***** DATASET EXTRACT

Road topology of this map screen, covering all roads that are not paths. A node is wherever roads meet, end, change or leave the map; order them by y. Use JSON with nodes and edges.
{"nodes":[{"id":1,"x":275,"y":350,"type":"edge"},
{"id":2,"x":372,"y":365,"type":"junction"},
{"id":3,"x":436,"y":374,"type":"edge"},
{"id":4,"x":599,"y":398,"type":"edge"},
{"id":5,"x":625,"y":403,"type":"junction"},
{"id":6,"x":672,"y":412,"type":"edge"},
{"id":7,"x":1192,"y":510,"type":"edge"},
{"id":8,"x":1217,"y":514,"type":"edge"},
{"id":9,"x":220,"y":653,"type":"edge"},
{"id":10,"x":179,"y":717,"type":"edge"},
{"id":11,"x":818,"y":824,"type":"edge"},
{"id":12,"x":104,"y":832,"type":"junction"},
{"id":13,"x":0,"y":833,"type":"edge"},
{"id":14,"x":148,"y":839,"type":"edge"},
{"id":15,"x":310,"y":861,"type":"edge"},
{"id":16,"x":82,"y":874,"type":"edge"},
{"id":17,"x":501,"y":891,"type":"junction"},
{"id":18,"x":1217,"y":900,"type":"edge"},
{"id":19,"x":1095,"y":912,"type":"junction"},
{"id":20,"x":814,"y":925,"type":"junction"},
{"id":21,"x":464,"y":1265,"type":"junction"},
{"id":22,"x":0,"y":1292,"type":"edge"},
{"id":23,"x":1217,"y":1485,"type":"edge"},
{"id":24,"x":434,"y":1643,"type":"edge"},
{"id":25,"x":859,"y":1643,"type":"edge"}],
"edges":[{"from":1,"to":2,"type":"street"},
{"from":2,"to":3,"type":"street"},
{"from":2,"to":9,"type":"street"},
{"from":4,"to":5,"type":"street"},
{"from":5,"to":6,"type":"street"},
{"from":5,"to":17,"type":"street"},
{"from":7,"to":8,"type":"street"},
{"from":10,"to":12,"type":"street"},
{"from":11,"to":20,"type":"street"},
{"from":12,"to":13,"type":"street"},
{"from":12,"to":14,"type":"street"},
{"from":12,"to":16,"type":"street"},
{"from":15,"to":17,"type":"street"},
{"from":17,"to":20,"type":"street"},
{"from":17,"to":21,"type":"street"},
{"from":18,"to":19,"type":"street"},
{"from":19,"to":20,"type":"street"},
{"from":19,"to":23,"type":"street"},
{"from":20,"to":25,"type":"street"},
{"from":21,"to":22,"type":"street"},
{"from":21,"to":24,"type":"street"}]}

**********

**WHAT YOU ARE ASKED TO DO**
An exact reproduction of all the entries, complete to the last line, is needed.

**EXERCISE ANSWER**
Road topology of this map screen, covering all roads that are not paths. A node is wherever roads meet, end, change or leave the map; order them by y. Use JSON with nodes and edges.
{"nodes":[{"id":1,"x":275,"y":350,"type":"edge"},
{"id":2,"x":372,"y":365,"type":"junction"},
{"id":3,"x":436,"y":374,"type":"edge"},
{"id":4,"x":599,"y":398,"type":"edge"},
{"id":5,"x":625,"y":403,"type":"junction"},
{"id":6,"x":672,"y":412,"type":"edge"},
{"id":7,"x":1192,"y":510,"type":"edge"},
{"id":8,"x":1217,"y":514,"type":"edge"},
{"id":9,"x":220,"y":653,"type":"edge"},
{"id":10,"x":179,"y":717,"type":"edge"},
{"id":11,"x":818,"y":824,"type":"edge"},
{"id":12,"x":104,"y":832,"type":"junction"},
{"id":13,"x":0,"y":833,"type":"edge"},
{"id":14,"x":148,"y":839,"type":"edge"},
{"id":15,"x":310,"y":861,"type":"edge"},
{"id":16,"x":82,"y":874,"type":"edge"},
{"id":17,"x":501,"y":891,"type":"junction"},
{"id":18,"x":1217,"y":900,"type":"edge"},
{"id":19,"x":1095,"y":912,"type":"junction"},
{"id":20,"x":814,"y":925,"type":"junction"},
{"id":21,"x":464,"y":1265,"type":"junction"},
{"id":22,"x":0,"y":1292,"type":"edge"},
{"id":23,"x":1217,"y":1485,"type":"edge"},
{"id":24,"x":434,"y":1643,"type":"edge"},
{"id":25,"x":859,"y":1643,"type":"edge"}],
"edges":[{"from":1,"to":2,"type":"street"},
{"from":2,"to":3,"type":"street"},
{"from":2,"to":9,"type":"street"},
{"from":4,"to":5,"type":"street"},
{"from":5,"to":6,"type":"street"},
{"from":5,"to":17,"type":"street"},
{"from":7,"to":8,"type":"street"},
{"from":10,"to":12,"type":"street"},
{"from":11,"to":20,"type":"street"},
{"from":12,"to":13,"type":"street"},
{"from":12,"to":14,"type":"street"},
{"from":12,"to":16,"type":"street"},
{"from":15,"to":17,"type":"street"},
{"from":17,"to":20,"type":"street"},
{"from":17,"to":21,"type":"street"},
{"from":18,"to":19,"type":"street"},
{"from":19,"to":20,"type":"street"},
{"from":19,"to":23,"type":"street"},
{"from":20,"to":25,"type":"street"},
{"from":21,"to":22,"type":"street"},
{"from":21,"to":24,"type":"street"}]}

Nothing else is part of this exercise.